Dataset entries
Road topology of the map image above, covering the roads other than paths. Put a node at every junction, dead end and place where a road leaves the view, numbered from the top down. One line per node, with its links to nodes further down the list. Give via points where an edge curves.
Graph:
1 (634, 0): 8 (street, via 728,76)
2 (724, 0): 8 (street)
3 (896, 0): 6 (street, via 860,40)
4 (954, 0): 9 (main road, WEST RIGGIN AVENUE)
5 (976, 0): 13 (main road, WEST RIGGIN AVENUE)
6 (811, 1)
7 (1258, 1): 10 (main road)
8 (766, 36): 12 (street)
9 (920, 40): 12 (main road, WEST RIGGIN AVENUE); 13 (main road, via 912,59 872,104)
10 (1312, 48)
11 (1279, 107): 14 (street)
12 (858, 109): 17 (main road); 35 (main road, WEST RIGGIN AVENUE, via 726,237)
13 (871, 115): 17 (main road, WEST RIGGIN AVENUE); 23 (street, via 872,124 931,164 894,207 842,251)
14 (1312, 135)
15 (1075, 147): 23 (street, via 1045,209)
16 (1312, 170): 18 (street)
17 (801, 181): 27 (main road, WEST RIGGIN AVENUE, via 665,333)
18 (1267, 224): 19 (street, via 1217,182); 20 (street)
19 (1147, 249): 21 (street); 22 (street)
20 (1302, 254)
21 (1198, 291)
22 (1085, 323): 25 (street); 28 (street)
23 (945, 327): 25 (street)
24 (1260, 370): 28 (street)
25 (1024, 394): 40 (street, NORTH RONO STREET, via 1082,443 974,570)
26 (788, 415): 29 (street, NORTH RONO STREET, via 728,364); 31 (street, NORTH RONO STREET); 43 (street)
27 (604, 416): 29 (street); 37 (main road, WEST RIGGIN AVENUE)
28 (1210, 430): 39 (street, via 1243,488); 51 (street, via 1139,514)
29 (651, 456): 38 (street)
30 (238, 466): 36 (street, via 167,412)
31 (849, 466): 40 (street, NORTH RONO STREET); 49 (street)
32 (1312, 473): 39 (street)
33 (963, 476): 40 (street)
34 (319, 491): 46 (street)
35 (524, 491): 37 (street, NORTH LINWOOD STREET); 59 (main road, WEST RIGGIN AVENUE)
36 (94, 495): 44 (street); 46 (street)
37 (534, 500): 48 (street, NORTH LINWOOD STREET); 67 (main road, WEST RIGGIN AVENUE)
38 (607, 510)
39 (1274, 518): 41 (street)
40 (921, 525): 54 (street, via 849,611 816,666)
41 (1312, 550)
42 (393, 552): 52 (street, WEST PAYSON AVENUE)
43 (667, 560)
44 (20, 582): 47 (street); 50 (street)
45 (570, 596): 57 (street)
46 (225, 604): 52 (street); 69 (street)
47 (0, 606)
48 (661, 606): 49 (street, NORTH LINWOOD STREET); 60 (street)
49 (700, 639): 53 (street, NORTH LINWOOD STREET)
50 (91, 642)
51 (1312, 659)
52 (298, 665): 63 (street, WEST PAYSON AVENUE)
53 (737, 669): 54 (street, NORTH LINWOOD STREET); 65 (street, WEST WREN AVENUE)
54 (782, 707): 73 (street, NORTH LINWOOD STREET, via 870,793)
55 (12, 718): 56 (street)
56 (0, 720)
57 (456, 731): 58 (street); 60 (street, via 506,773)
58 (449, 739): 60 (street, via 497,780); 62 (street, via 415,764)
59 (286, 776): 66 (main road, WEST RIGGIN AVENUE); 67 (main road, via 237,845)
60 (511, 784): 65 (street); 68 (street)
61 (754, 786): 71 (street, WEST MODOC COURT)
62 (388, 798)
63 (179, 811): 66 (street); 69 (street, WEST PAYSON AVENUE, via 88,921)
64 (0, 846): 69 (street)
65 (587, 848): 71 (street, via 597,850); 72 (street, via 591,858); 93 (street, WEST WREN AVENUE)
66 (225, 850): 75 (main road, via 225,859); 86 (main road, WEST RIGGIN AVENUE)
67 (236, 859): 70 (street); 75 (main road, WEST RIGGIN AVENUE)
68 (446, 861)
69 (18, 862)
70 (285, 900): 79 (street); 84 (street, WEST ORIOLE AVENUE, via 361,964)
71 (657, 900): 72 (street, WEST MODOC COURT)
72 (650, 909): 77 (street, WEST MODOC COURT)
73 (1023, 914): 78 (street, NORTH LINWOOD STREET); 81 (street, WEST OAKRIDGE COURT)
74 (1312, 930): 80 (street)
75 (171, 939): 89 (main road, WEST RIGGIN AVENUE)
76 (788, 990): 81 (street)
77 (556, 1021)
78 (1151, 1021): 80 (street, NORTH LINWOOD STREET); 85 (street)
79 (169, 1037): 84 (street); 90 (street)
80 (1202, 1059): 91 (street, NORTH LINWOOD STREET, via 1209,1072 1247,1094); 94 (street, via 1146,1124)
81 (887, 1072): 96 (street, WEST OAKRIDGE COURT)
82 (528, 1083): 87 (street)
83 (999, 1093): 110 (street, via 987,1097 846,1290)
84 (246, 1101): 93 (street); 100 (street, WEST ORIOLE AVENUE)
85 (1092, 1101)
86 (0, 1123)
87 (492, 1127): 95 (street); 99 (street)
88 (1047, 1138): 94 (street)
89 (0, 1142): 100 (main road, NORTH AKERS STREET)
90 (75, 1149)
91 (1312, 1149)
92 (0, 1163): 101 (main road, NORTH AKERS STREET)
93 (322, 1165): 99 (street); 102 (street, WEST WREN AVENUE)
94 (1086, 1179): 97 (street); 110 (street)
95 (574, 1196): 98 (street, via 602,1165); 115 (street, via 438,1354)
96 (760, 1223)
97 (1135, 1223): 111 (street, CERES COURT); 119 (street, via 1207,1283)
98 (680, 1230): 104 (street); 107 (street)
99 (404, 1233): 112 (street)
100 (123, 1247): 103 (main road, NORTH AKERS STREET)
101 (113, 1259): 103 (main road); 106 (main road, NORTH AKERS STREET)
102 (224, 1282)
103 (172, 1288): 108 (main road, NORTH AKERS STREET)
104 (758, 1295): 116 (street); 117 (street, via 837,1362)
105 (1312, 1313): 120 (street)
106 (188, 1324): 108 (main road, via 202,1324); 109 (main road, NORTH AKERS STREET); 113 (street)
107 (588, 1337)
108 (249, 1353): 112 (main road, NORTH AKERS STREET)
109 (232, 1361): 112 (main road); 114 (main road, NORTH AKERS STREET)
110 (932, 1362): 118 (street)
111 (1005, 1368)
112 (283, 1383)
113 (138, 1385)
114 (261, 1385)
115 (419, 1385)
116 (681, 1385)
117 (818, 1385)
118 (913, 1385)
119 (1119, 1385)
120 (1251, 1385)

■ **Exercise**
Select the lines from the entries that include the word "AKERS".

■ **Final answer**
89 (0, 1142): 100 (main road, NORTH AKERS STREET)
92 (0, 1163): 101 (main road, NORTH AKERS STREET)
100 (123, 1247): 103 (main road, NORTH AKERS STREET)
101 (113, 1259): 103 (main road); 106 (main road, NORTH AKERS STREET)
103 (172, 1288): 108 (main road, NORTH AKERS STREET)
106 (188, 1324): 108 (main road, via 202,1324); 109 (main road, NORTH AKERS STREET); 113 (street)
108 (249, 1353): 112 (main road, NORTH AKERS STREET)
109 (232, 1361): 112 (main road); 114 (main road, NORTH AKERS STREET)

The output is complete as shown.